Oftentimes those empty shell companies – also called "blank check" firms or "special purpose acquisition companies" – are dead for a reason. Otherwise honest new companies that merge with those firms often find themselves in bed with unexpected, and unexpectedly shady, partners. In other cases, the problem goes the other way: the government has had issues in recent years, for instance, with Chinese startups that use American empty shell firms to establish businesses here.
So why does this matter? Well, the JOBS Act was ostensibly designed to make it easier to launch actual IPOs, and theoretically should have made the darker, more problem-ridden reverse merger process less appealing. But what we're finding now is that companies are using the JOBS Act to designate those "blank check" firms as "emerging growth companies." From the WSJ piece:
The Act... also allows [emerging-growth companies] to make fewer financial disclosures, use a new, confidential SEC review process for IPOs and lets their bankers communicate more freely with potential investors. The confidential reviews are designed to let companies sort out any differences with the SEC behind closed doors.

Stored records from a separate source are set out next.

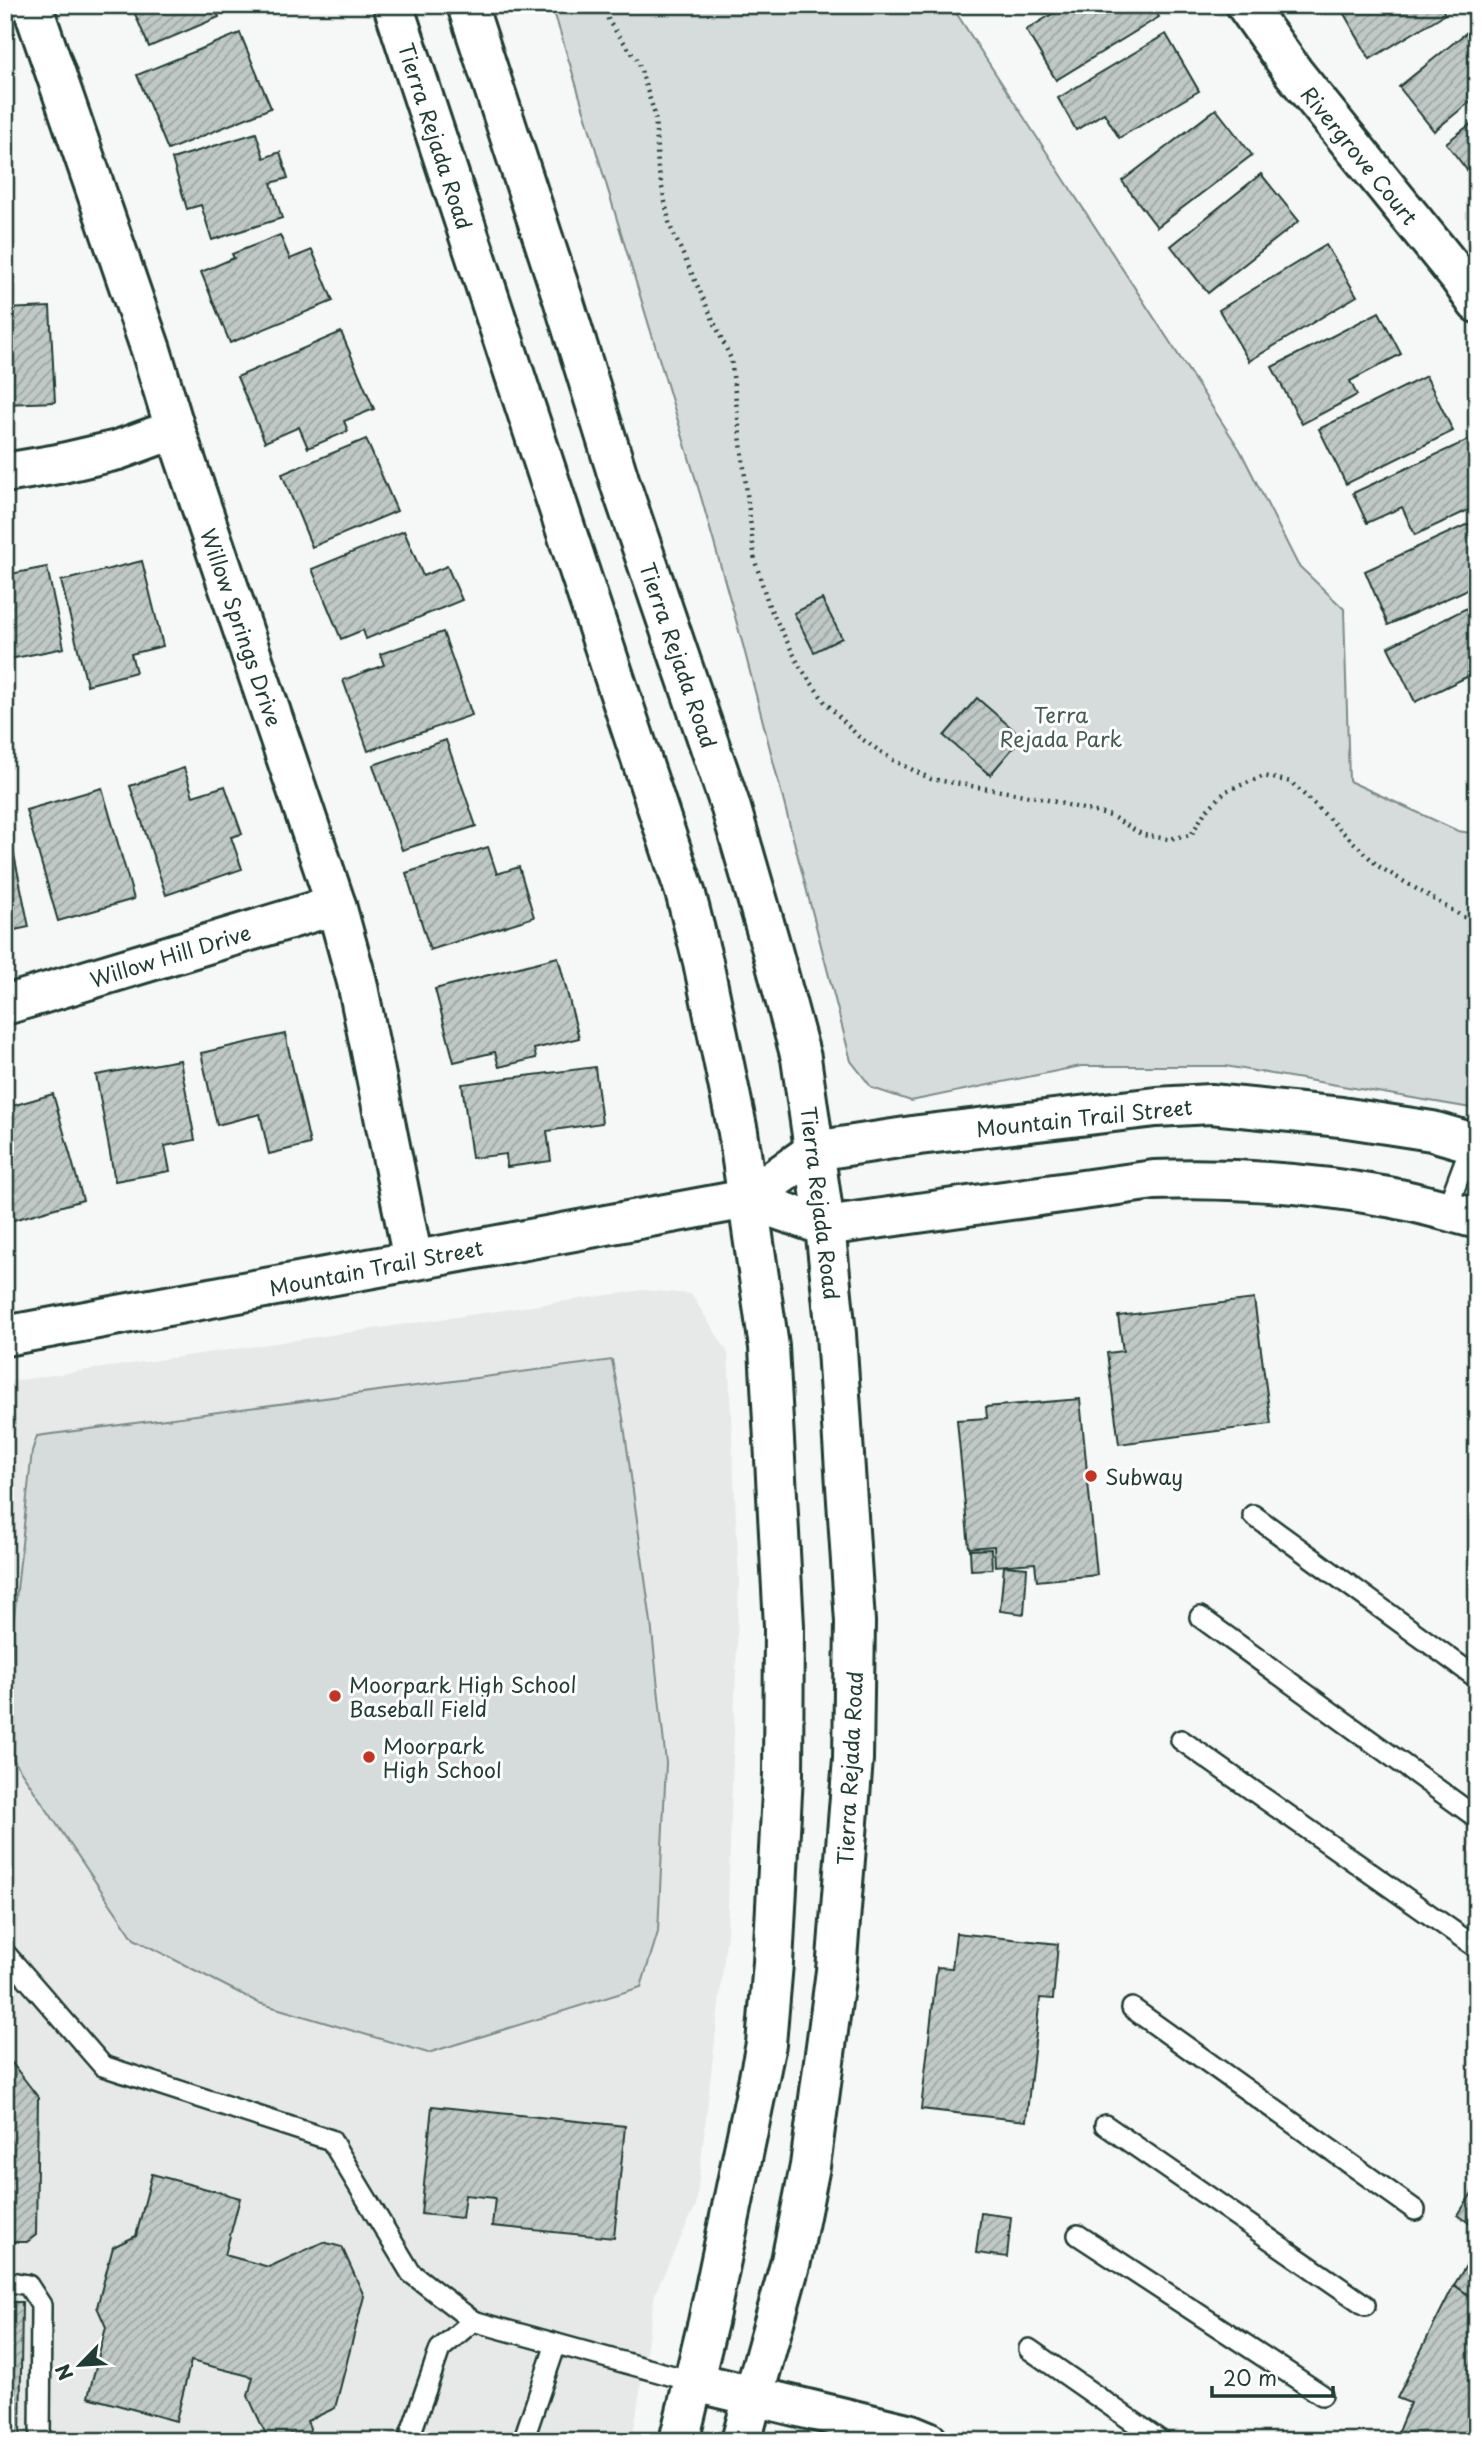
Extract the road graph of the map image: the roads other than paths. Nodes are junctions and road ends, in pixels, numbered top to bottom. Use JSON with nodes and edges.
{"nodes":[{"id":1,"x":32,"y":5,"type":"edge"},
{"id":2,"x":393,"y":5,"type":"edge"},
{"id":3,"x":467,"y":5,"type":"edge"},
{"id":4,"x":1245,"y":5,"type":"edge"},
{"id":5,"x":1477,"y":303,"type":"edge"},
{"id":6,"x":175,"y":429,"type":"junction"},
{"id":7,"x":5,"y":472,"type":"edge"},
{"id":8,"x":336,"y":905,"type":"junction"},
{"id":9,"x":5,"y":1005,"type":"edge"},
{"id":10,"x":1475,"y":1139,"type":"edge"},
{"id":11,"x":814,"y":1151,"type":"junction"},
{"id":12,"x":747,"y":1199,"type":"junction"},
{"id":13,"x":1461,"y":1215,"type":"edge"},
{"id":14,"x":825,"y":1226,"type":"junction"},
{"id":15,"x":414,"y":1260,"type":"junction"},
{"id":16,"x":5,"y":1336,"type":"edge"},
{"id":17,"x":1253,"y":1515,"type":"dead end"},
{"id":18,"x":1200,"y":1617,"type":"dead end"},
{"id":19,"x":1477,"y":1678,"type":"edge"},
{"id":20,"x":1181,"y":1740,"type":"dead end"},
{"id":21,"x":1477,"y":1818,"type":"edge"},
{"id":22,"x":1477,"y":1948,"type":"edge"},
{"id":23,"x":5,"y":1953,"type":"edge"},
{"id":24,"x":1132,"y":2008,"type":"dead end"},
{"id":25,"x":1105,"y":2125,"type":"dead end"},
{"id":26,"x":1415,"y":2210,"type":"dead end"},
{"id":27,"x":1078,"y":2235,"type":"dead end"},
{"id":28,"x":5,"y":2281,"type":"edge"},
{"id":29,"x":1365,"y":2305,"type":"dead end"},
{"id":30,"x":473,"y":2321,"type":"junction"},
{"id":31,"x":555,"y":2344,"type":"junction"},
{"id":32,"x":1029,"y":2349,"type":"dead end"},
{"id":33,"x":695,"y":2382,"type":"junction"},
{"id":34,"x":1322,"y":2395,"type":"dead end"},
{"id":35,"x":755,"y":2399,"type":"junction"},
{"id":36,"x":40,"y":2441,"type":"edge"},
{"id":37,"x":408,"y":2441,"type":"edge"},
{"id":38,"x":523,"y":2441,"type":"edge"},
{"id":39,"x":679,"y":2441,"type":"edge"},
{"id":40,"x":741,"y":2441,"type":"edge"},
{"id":41,"x":928,"y":2441,"type":"edge"},
{"id":42,"x":1161,"y":2441,"type":"edge"}],
"edges":[{"from":1,"to":6,"type":"main road","name":"Willow Springs Drive"},
{"from":2,"to":12,"type":"main road","name":"Tierra Rejada Road"},
{"from":3,"to":11,"type":"main road","name":"Tierra Rejada Road"},
{"from":4,"to":5,"type":"main road","name":"Rivergrove Court"},
{"from":6,"to":7,"type":"main road"},
{"from":6,"to":8,"type":"main road","name":"Willow Springs Drive"},
{"from":8,"to":9,"type":"main road","name":"Willow Hill Drive"},
{"from":8,"to":15,"type":"main road","name":"Willow Springs Drive"},
{"from":10,"to":11,"type":"main road","name":"Mountain Trail Street"},
{"from":10,"to":13,"type":"lane"},
{"from":11,"to":12,"type":"main road","name":"Mountain Trail Street"},
{"from":11,"to":14,"type":"main road","name":"Tierra Rejada Road"},
{"from":12,"to":14,"type":"main road","name":"Mountain Trail Street"},
{"from":12,"to":15,"type":"main road","name":"Mountain Trail Street"},
{"from":12,"to":33,"type":"main road","name":"Tierra Rejada Road"},
{"from":13,"to":14,"type":"main road","name":"Mountain Trail Street"},
{"from":14,"to":35,"type":"main road","name":"Tierra Rejada Road"},
{"from":15,"to":16,"type":"main road","name":"Mountain Trail Street"},
{"from":17,"to":19,"type":"lane"},
{"from":18,"to":21,"type":"lane"},
{"from":20,"to":22,"type":"lane"},
{"from":23,"to":30,"type":"lane"},
{"from":24,"to":26,"type":"lane"},
{"from":25,"to":29,"type":"lane"},
{"from":27,"to":34,"type":"lane"},
{"from":28,"to":36,"type":"lane"},
{"from":30,"to":31,"type":"lane"},
{"from":30,"to":37,"type":"lane"},
{"from":31,"to":33,"type":"lane"},
{"from":31,"to":38,"type":"lane"},
{"from":32,"to":42,"type":"lane"},
{"from":33,"to":35,"type":"main road"},
{"from":33,"to":39,"type":"main road","name":"Tierra Rejada Road"},
{"from":35,"to":40,"type":"main road","name":"Tierra Rejada Road"},
{"from":35,"to":41,"type":"main road"}]}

Many of the hundreds of companies that have claimed to be emerging-growth companies under the new law are small biotech, technology, retail and energy companies. But 17 explicitly described themselves as blank-check companies or trusts.
About 30 companies have submitted IPO filings to the SEC confidentially under the law, according to the agency's staff. And at least two of those submissions are for blank check companies, an advisor to those companies said.
These little reverse-merger enterprises are exactly the sorts of companies where small investors should want to have as much transparency as possible, so they know whom they're jumping in bed with. Instead, we're going to use this new tool to allow already-troubled companies to hide their warts in behind-closed-doors sessions with the SEC. So that's awesome.
Coupled with the news that IPOs are expected to be way down this summer, the early returns on the JOBS Act don't look so hot. But it's early yet.